Neue Zuwanderinnen aus den Risikoländern erhalten automatisch eine Vorladung. …….
Da es sich um einen obligatorischen Unversehrtheits-Check handelt, sind geeignete
Sanktionen einzuführen um sicherzustellen, dass diese Obligation tatsächlich erfüllt
wird".
Laufer bezieht in obige Forderungen wohlgemerkt auch Mädchen ein, "deren Eltern
mindestens zu einem Teil aus einem afrikanischen Land stammen, in dem
Mädchen/Frauen an ihren Genitalien verstümmelt werden". Laufer sieht "auch jene Mädchen
mit Migrationshintergrund bedroht, deren Eltern die deutsche Staatsbürgerschaft
angenommen haben".
(Quelle aller Laufer-Zitate: http://www.taskforcefgm.de/forderungen.html )
Im aktuellen Fall des Mädchens Dinah hat sich das zuständige Jugendamt die Forderung
Laufers nach jährlicher gynäkologischer Untersuchung des Kindes bis zur Volljährigkeit zu
eigen gemacht. Dies ohne neue Erkenntnisse einer Gefährdung und nachdem es nur wenige
Tage zuvor der Familie noch Integrität bescheinigt und keine Gefährdung des Kindes
festgestellt hat. Die Weigerung der Familie, in obige Untersuchungen ihrer Tochter
einzuwilligen, wurde als 'fehlende Mitwirkung' gewertet.
Im Übrigen halten wir Laufers Forderungen für rassistisch, diskriminierend und volksverhetzend
und fühlen uns durch den von ihr vorgebrachten Generalverdacht auch persönlich diffamiert.

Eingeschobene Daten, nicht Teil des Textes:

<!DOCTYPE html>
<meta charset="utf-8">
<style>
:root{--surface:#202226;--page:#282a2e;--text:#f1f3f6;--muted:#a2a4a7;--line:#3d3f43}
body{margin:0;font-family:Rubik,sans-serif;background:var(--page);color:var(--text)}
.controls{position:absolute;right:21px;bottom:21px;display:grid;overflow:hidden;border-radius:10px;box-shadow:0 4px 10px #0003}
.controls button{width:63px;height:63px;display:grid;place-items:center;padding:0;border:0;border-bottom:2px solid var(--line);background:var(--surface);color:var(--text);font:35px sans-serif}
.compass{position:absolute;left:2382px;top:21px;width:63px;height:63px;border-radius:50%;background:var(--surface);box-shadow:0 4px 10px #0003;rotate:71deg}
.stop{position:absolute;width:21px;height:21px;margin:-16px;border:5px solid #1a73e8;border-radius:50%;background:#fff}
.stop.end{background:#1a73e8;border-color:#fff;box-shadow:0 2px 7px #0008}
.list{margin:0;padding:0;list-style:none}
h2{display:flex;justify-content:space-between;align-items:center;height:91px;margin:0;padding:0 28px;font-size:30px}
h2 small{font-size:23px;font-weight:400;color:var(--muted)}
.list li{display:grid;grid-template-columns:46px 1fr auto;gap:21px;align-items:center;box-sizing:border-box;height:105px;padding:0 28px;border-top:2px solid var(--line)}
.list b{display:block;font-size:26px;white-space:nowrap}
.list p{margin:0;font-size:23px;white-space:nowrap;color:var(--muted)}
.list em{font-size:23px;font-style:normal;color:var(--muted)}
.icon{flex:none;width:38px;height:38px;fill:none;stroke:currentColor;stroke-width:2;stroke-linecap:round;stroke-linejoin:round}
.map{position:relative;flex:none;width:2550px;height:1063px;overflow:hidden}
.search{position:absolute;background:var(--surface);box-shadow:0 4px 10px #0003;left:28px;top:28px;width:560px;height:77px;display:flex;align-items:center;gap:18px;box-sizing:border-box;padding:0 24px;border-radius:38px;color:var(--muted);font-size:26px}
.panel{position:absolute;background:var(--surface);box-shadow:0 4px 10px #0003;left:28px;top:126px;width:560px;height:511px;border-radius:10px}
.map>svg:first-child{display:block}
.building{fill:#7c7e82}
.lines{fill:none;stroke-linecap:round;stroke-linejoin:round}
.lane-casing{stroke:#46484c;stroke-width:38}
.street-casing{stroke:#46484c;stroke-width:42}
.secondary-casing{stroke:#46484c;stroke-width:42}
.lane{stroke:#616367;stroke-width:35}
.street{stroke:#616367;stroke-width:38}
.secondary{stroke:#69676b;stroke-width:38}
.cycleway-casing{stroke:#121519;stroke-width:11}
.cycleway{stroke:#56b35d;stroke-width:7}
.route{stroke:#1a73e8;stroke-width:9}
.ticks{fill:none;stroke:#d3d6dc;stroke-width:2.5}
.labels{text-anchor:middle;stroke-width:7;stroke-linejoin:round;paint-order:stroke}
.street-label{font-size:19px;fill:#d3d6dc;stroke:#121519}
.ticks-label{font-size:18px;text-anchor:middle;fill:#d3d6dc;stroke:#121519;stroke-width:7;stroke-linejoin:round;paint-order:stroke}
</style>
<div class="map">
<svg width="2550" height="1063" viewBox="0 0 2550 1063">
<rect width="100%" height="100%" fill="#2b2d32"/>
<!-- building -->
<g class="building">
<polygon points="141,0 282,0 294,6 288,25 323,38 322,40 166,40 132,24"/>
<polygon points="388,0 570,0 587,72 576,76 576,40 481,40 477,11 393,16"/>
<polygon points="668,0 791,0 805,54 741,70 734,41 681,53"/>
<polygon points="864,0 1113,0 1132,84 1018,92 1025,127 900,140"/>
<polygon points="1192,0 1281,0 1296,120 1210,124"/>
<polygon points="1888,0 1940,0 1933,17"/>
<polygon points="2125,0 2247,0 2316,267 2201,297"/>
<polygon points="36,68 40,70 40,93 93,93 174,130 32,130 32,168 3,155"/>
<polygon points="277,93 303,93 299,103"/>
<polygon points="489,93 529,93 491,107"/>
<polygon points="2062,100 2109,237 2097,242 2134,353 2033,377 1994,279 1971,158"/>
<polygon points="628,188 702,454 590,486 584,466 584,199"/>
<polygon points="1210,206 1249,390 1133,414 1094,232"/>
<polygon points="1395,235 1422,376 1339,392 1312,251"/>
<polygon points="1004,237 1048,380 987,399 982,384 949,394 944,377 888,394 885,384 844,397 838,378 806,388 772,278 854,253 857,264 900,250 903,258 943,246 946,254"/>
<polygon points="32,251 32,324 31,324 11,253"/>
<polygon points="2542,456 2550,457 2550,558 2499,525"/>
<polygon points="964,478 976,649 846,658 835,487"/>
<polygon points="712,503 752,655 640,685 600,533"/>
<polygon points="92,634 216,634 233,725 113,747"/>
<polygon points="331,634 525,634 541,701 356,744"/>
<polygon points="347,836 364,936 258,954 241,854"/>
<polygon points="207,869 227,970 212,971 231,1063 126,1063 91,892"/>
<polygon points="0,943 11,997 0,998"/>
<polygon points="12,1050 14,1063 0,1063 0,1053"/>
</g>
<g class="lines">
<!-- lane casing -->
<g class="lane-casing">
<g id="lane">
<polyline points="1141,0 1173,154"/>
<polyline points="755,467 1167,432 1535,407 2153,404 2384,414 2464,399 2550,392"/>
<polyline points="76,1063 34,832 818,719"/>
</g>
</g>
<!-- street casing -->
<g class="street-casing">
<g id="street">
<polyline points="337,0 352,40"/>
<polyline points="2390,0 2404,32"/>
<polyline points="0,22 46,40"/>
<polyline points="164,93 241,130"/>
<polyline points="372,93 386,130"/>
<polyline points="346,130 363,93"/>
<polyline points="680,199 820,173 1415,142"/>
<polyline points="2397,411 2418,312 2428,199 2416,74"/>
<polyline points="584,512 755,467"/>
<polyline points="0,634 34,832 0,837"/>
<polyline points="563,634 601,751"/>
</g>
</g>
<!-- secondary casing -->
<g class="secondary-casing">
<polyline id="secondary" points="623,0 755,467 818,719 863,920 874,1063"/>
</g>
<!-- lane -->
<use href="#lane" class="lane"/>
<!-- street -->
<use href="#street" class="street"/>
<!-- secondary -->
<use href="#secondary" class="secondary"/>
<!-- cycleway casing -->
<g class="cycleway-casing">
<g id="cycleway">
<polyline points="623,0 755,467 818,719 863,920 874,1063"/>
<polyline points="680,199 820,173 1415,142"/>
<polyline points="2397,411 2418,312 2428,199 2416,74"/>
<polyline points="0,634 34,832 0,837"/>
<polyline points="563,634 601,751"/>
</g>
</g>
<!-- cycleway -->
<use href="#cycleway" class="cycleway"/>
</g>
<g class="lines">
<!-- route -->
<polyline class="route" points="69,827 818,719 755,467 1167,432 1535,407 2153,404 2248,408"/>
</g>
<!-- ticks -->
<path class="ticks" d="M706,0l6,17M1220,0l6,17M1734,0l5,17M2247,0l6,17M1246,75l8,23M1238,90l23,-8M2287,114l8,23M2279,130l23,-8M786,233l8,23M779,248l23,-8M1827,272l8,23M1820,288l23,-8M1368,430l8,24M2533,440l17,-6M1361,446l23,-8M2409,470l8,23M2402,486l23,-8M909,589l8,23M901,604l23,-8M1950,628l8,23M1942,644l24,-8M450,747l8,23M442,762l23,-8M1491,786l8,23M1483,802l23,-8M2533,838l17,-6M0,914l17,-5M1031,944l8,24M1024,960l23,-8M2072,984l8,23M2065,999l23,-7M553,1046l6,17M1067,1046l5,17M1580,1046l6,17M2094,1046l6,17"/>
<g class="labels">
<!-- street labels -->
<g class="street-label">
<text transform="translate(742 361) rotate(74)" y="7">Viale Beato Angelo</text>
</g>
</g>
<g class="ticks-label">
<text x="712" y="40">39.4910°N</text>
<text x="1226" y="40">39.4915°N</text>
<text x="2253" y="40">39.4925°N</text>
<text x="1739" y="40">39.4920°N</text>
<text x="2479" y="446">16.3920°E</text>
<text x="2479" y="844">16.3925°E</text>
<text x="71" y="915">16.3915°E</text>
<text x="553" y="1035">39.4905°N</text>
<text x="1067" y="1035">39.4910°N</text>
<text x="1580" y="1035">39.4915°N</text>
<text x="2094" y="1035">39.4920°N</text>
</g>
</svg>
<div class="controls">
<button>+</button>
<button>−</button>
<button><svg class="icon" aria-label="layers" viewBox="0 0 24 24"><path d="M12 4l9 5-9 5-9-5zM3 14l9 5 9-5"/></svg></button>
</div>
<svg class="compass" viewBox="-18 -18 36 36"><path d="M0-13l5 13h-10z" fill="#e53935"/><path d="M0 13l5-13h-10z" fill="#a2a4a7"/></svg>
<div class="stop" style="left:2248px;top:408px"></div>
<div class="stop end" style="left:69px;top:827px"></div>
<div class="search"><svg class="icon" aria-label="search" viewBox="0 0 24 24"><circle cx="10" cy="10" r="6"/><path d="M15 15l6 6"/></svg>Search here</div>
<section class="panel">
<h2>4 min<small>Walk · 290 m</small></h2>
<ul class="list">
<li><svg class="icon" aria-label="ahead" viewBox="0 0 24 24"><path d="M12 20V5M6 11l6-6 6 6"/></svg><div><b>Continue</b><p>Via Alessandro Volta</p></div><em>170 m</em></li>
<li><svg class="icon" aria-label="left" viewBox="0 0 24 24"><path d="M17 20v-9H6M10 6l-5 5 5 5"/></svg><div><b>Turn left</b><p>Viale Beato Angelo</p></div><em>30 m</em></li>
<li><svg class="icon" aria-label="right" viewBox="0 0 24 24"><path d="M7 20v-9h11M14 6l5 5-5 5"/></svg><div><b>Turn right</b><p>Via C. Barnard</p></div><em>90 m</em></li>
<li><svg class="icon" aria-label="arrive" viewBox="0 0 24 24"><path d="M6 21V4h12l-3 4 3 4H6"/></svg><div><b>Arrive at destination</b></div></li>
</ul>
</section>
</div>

(hierzu Zitat aus Wikipedia: "Rassismus behandelt Menschen als einer Gruppe zugehörig und
unterstellt ihnen auf Grundlage dieser angenommenen Zugehörigkeit unveränderliche
Merkmale und Charakterzüge. Anhand dieser Einteilung bewertet der Rassismus die
Menschen und hierarchisiert Gruppen von Menschen. Rassistische Theorien und
Argumentationsmuster dienen der Rechtfertigung von Diskriminierung und Feindseligkeiten,
der Kanalisierung negativer Emotionen und fördern das Überlegenheitsgefühl von Mitgliedern
einer Gruppe.") vgl. auch § 130 StGB Volksverhetzung: "Wer in einer Weise, die geeignet ist,
den öffentlichen Frieden zu stören,1. zum Hass gegen Teile der Bevölkerung aufstachelt oder
zu Gewalt- oder Willkürmaßnahmen gegen sie auffordert oder 2. die Menschenwürde anderer
dadurch angreift, dass er Teile der Bevölkerung beschimpft, böswillig verächtlich macht
oder verleumdet, wird mit Freiheitsstrafe von drei Monaten bis zu fünf Jahren bestraft."
Frau Laufers Anliegen, Mädchen vor Genitalverstümmelung zu schützen, ist ehrenwert und
richtig. Der geschilderte Fall der betroffenen Familie und hier insbesondere die Forderung von
Laufer, "ein generelles Ausreiseverbot für Mädchen der Risikogruppe in die Heimatländer der
Eltern bis zur Vollendung des 18. Lebensjahres" zu verhängen (Homepage TaskForce), ist
aber eines demokratischen Rechtsstaates unwürdig und verstößt u.a. gegen die
Menschenrechte (EMRK, Artikel 14 Diskriminierungsverbot, sowie § 1 AGG). Laufer betreibt
ihr Anliegen unter Missachtung rechtsstaatlicher wie auch ethisch-moralischer Prinzipien,
indem sie die generelle Erfassung aller in Deutschland lebender weiblicher minderjähriger
Menschen mit Migrationshintergrund aus Ländern, in denen Genitalverstümmelung stattfindet,
fordert. Das kommt dem Versuch gleich, in Deutschland lebende Mitglieder ganzer ethnischer
Gruppen einheitlich unter den Generalverdacht der schweren Körperverletzung zu stellen,
ohne hier die rechtsstaatlich zwingend erforderliche Einzelfallbeurteilung vorzunehmen.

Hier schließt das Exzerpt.